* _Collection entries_
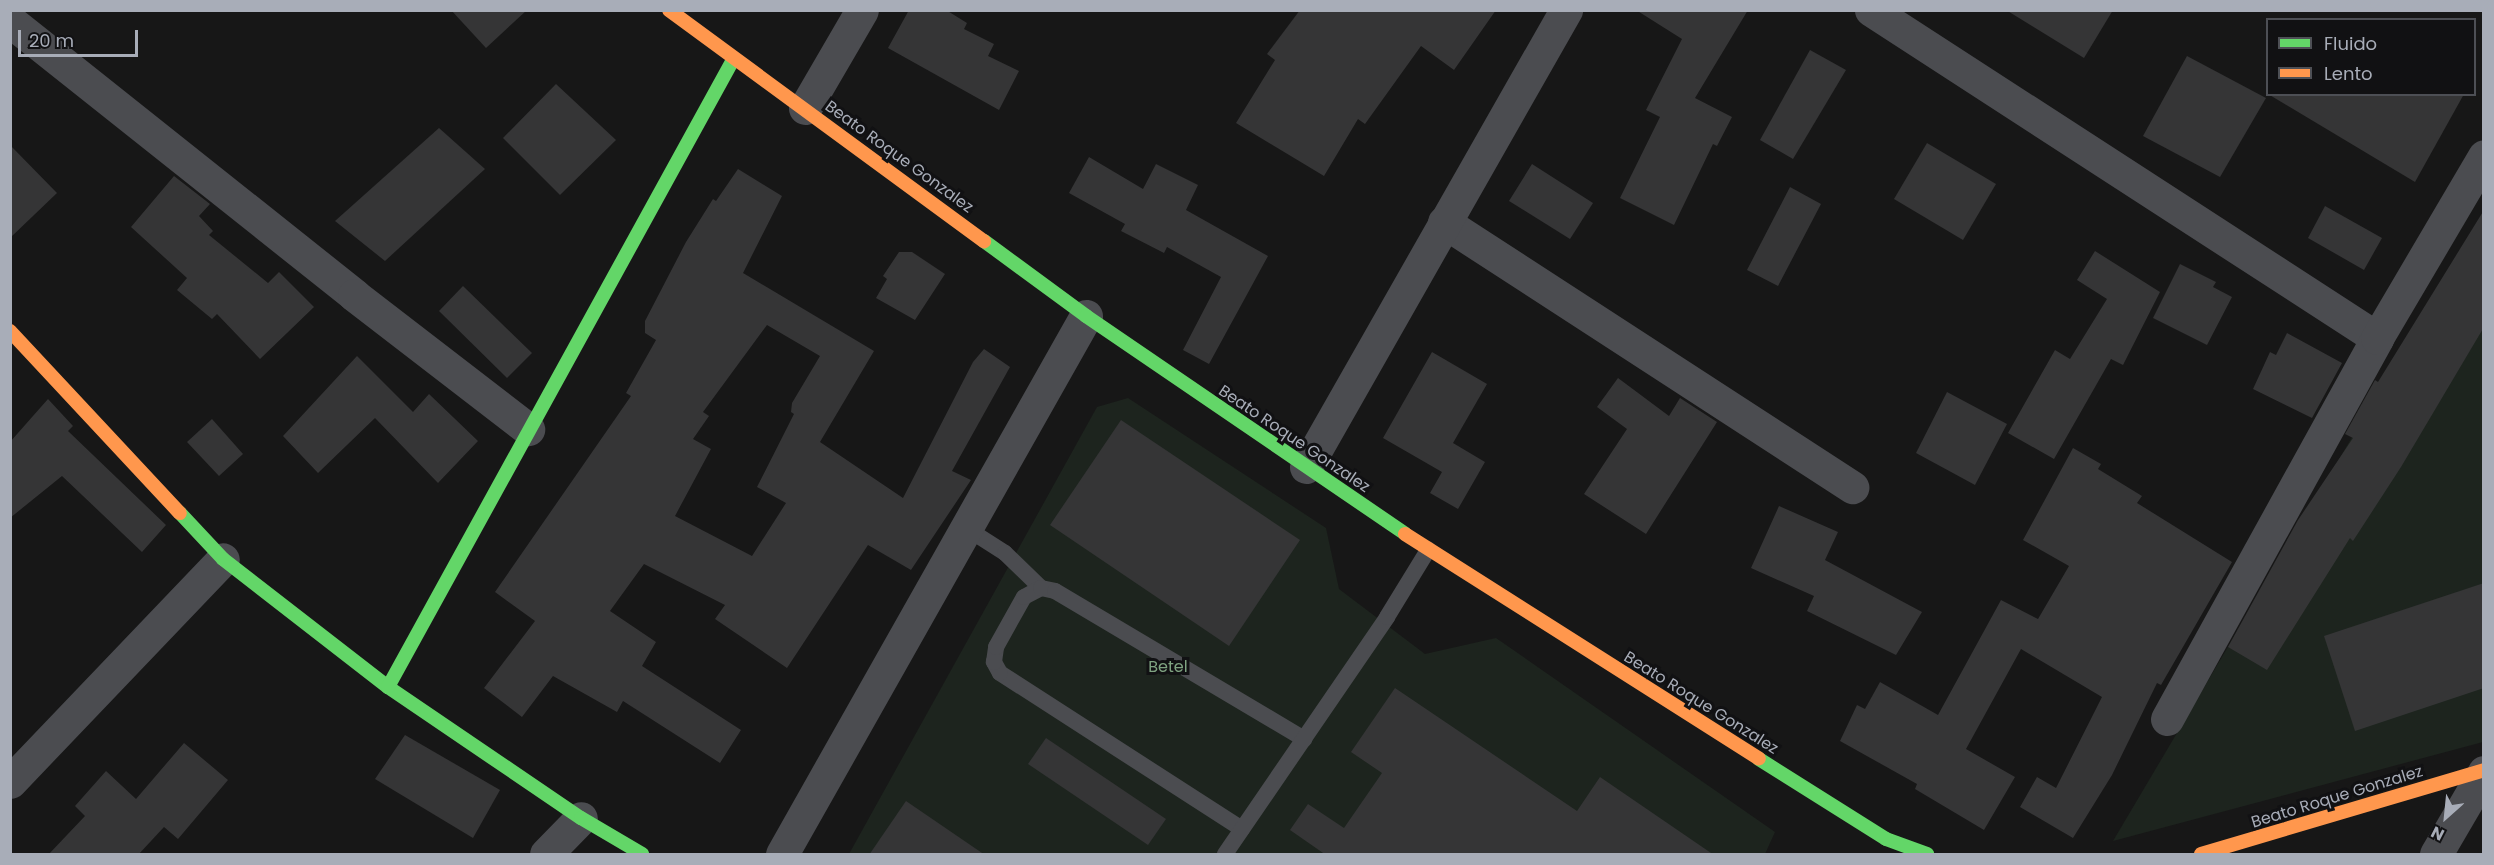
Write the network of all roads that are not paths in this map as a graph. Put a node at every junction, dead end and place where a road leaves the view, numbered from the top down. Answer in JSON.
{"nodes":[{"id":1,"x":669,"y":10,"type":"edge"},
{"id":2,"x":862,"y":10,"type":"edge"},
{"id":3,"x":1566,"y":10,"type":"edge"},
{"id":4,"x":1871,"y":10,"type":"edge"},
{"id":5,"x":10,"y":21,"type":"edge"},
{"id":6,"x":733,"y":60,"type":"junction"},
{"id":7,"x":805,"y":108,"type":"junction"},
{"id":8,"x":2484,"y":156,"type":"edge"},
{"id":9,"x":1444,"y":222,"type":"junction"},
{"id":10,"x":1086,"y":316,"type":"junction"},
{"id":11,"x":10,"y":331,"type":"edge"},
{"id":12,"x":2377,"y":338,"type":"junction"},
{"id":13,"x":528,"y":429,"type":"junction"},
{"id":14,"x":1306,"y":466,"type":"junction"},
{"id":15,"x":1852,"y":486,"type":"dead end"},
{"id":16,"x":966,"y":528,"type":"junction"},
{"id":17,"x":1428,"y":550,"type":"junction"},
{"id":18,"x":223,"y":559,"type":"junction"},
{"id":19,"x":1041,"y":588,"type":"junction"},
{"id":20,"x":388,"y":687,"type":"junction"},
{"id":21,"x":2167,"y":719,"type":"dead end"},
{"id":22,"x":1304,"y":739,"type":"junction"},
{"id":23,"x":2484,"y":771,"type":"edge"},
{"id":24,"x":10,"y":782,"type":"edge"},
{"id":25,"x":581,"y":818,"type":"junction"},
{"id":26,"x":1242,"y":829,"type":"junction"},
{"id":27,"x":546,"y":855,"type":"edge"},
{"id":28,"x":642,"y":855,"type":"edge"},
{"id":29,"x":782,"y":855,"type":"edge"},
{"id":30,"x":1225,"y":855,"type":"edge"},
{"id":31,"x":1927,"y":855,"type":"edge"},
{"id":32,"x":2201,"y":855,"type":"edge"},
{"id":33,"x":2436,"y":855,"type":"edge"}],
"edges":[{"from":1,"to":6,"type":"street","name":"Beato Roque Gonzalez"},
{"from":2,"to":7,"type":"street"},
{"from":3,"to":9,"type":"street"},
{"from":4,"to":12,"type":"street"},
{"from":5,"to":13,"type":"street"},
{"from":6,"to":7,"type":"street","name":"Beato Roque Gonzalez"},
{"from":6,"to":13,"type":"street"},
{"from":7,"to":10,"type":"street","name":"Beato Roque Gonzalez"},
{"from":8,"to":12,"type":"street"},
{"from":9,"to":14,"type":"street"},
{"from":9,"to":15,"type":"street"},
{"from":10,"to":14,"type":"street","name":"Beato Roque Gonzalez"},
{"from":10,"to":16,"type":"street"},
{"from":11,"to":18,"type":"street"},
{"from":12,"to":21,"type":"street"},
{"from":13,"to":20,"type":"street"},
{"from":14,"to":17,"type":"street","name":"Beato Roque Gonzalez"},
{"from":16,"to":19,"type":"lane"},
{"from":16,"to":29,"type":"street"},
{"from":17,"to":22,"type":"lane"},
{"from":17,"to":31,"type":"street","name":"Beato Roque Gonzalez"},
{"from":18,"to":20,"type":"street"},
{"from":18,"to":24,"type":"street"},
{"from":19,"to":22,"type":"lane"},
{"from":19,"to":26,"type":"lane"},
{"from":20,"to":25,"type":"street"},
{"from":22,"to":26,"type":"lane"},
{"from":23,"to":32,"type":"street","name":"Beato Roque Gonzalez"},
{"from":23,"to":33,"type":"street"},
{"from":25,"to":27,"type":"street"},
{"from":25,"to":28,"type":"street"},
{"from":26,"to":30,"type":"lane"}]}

* _Work to complete_
The expected output is one number: how many lines of the data above hold the string "name".

* _Written answer_
7